Precisely the necessity to study and perfect sensibility according to its own laws leads the eighteenth-century German philosopher Alexander Gottlieb Baumgarten (1714-1762) to found a specific discipline, aesthetics, understood as the "science of the sensuous cognition" (Aesthetica, 1750, § 1). However, although one of the chief goals of aesthetics consists in the emendation of the senses and imagination, as in the philosophical tradition of medicina mentis, the role of aesthetics within this theoretical framework has hitherto been completely ignored. 

The goal of my project is precisely to investigate for the first time the birth of scientific aesthetics in the light of the tradition of medicina mentis. My attempt is first of all to reconstruct the debate on the medicine of the mind in Germany in the era of the founding of aesthetics; on this basis, I intend to analyze the strategies whereby nascent aesthetics resumes and renovates such a tradition; lastly, I aim to examine how this appropriation makes a decisive contribution to the birth of modern psychotherapy in the mid-eighteenth century. In this sense, so runs my working hypothesis, not only does Baumgarten's aesthetics play a pivotal role in the framework of medicina mentis, but it is also crucial in the reconfiguration of medicina mentis as a full-fledged psychological therapy.

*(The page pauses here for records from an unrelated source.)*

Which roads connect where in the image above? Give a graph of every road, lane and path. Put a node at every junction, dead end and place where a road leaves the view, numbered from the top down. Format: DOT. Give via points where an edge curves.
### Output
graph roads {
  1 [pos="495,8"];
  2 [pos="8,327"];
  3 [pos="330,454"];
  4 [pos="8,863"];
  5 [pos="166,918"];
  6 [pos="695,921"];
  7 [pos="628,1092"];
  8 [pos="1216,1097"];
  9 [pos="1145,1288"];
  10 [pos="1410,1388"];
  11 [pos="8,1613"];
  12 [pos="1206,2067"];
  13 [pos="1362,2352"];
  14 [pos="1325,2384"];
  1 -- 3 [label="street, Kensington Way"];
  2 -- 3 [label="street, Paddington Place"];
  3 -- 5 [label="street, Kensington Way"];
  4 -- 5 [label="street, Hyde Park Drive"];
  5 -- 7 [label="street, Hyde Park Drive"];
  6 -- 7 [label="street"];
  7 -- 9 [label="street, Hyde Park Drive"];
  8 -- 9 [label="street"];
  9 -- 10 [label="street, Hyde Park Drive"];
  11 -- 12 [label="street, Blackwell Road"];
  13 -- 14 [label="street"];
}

In this webinar, I will focus on the broad outline of the project, dealing in particular with the general question of why and how aesthetics could have emerged as a medicine for the mind and what role it was supposed to play in the preservation of health. I will leave aside for the moment the medical reception of aesthetics and its role in nascent psychotherapy.

Alessandro Nannini studied at the University of Bologna, earning a master degree in Philosophical Sciences and another one in Cultural Anthropology and Ethnology. He received his PhD in Philosophy from the University of Palermo. He was a research fellow at the University of Halle-Wittenberg, Parma, Jena, Erfurt, Bucharest, at the Klassik Stiftung in Weimar, and at the new Europe College in Bucharest. Currently, he is a member of the research group "Philosophie allemande au 18e siècle" at the Ecole Normale Supérieure in Lyon. His research concerns the intellectual history and aesthetics of the Early Modern Age, especially the German Enlightenment, with particular regard to the intersections of philosophy, history of science, and Lutheran theology.